>>>>
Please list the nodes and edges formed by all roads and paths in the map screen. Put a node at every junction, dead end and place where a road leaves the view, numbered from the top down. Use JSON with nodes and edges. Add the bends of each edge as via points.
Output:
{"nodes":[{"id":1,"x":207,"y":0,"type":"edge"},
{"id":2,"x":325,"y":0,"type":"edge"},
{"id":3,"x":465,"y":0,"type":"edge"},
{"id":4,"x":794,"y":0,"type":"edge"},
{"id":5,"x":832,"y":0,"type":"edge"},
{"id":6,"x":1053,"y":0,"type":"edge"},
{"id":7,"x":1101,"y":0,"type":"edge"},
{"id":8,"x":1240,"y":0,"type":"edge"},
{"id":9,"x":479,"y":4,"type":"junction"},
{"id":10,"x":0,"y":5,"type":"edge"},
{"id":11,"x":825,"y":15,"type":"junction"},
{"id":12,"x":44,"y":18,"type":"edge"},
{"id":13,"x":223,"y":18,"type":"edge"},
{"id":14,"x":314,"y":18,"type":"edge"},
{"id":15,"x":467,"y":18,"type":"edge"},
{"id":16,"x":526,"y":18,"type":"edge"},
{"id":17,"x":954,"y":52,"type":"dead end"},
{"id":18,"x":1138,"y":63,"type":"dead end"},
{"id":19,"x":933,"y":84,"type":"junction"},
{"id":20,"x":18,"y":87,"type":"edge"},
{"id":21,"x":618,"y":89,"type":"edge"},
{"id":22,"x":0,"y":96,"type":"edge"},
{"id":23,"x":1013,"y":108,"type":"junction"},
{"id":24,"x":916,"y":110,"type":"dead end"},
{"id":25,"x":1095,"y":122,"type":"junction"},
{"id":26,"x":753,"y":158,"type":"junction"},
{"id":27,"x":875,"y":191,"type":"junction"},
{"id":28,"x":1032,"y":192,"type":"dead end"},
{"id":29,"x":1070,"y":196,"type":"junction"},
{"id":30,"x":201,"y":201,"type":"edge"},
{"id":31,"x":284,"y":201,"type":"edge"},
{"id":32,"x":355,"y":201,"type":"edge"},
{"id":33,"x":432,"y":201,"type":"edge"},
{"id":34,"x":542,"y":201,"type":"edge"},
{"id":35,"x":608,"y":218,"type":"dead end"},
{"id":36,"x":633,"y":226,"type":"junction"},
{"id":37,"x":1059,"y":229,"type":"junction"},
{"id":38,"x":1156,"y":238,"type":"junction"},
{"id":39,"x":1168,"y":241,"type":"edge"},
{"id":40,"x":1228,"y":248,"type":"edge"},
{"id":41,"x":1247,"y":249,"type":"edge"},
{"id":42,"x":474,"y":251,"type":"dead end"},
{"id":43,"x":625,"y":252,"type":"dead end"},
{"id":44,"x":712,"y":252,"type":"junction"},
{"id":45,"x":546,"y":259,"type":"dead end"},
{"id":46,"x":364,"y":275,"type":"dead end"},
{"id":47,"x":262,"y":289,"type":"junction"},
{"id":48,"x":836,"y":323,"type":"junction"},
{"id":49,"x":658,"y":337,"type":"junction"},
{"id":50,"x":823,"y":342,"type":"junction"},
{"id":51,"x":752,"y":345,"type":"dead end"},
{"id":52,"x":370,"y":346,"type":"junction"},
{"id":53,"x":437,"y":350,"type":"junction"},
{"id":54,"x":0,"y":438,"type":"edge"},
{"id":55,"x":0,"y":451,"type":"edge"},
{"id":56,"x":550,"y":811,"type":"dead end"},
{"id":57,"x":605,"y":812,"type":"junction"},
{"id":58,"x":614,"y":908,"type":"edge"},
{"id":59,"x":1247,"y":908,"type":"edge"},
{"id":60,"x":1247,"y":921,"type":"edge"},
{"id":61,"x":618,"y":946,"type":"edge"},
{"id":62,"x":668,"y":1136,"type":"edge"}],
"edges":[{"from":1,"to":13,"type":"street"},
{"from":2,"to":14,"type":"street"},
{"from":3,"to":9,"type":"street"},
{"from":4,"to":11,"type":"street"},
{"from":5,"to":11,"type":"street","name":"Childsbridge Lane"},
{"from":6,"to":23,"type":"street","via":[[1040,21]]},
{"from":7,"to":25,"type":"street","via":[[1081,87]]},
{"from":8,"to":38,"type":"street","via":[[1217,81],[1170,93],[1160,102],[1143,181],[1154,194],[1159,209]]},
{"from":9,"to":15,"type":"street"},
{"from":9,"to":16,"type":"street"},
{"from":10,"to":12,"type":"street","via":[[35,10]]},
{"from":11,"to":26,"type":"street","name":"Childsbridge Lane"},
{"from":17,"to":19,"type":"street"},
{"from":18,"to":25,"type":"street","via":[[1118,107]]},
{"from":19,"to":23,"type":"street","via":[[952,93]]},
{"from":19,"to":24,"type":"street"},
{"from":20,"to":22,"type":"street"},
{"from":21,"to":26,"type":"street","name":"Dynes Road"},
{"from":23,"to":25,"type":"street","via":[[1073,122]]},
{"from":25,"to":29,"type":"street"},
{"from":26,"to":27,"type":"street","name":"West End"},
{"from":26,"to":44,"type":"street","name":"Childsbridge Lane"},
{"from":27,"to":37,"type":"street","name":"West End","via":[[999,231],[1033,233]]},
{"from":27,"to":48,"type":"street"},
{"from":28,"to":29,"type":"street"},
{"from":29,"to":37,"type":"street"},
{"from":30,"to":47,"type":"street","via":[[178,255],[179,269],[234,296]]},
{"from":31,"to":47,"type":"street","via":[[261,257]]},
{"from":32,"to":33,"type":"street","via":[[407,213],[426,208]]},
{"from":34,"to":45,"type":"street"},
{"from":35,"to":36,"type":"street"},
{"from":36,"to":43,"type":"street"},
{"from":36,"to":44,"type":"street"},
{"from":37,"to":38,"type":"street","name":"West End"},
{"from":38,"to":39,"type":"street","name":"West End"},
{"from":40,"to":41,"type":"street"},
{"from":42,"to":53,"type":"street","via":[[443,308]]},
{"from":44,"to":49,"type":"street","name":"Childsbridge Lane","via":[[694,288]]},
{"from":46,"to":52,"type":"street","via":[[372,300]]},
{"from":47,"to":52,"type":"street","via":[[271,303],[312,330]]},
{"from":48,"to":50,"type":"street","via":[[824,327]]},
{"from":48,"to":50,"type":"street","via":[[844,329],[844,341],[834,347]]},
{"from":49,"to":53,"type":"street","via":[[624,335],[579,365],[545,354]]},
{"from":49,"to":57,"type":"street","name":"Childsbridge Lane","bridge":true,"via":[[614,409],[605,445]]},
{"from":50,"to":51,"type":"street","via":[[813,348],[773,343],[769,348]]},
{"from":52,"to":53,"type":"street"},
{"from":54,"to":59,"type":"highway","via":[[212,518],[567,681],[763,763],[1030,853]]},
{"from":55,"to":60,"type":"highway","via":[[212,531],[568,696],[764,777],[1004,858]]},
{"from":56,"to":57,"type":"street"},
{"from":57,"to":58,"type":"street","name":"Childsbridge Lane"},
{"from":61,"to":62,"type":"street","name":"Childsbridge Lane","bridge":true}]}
<<<<
*PROBLEM TO WORK ON*
Copy each line in the listing where "highway" appears.

*REPLY TO THE TASK*
{"from":54,"to":59,"type":"highway","via":[[212,518],[567,681],[763,763],[1030,853]]},
{"from":55,"to":60,"type":"highway","via":[[212,531],[568,696],[764,777],[1004,858]]},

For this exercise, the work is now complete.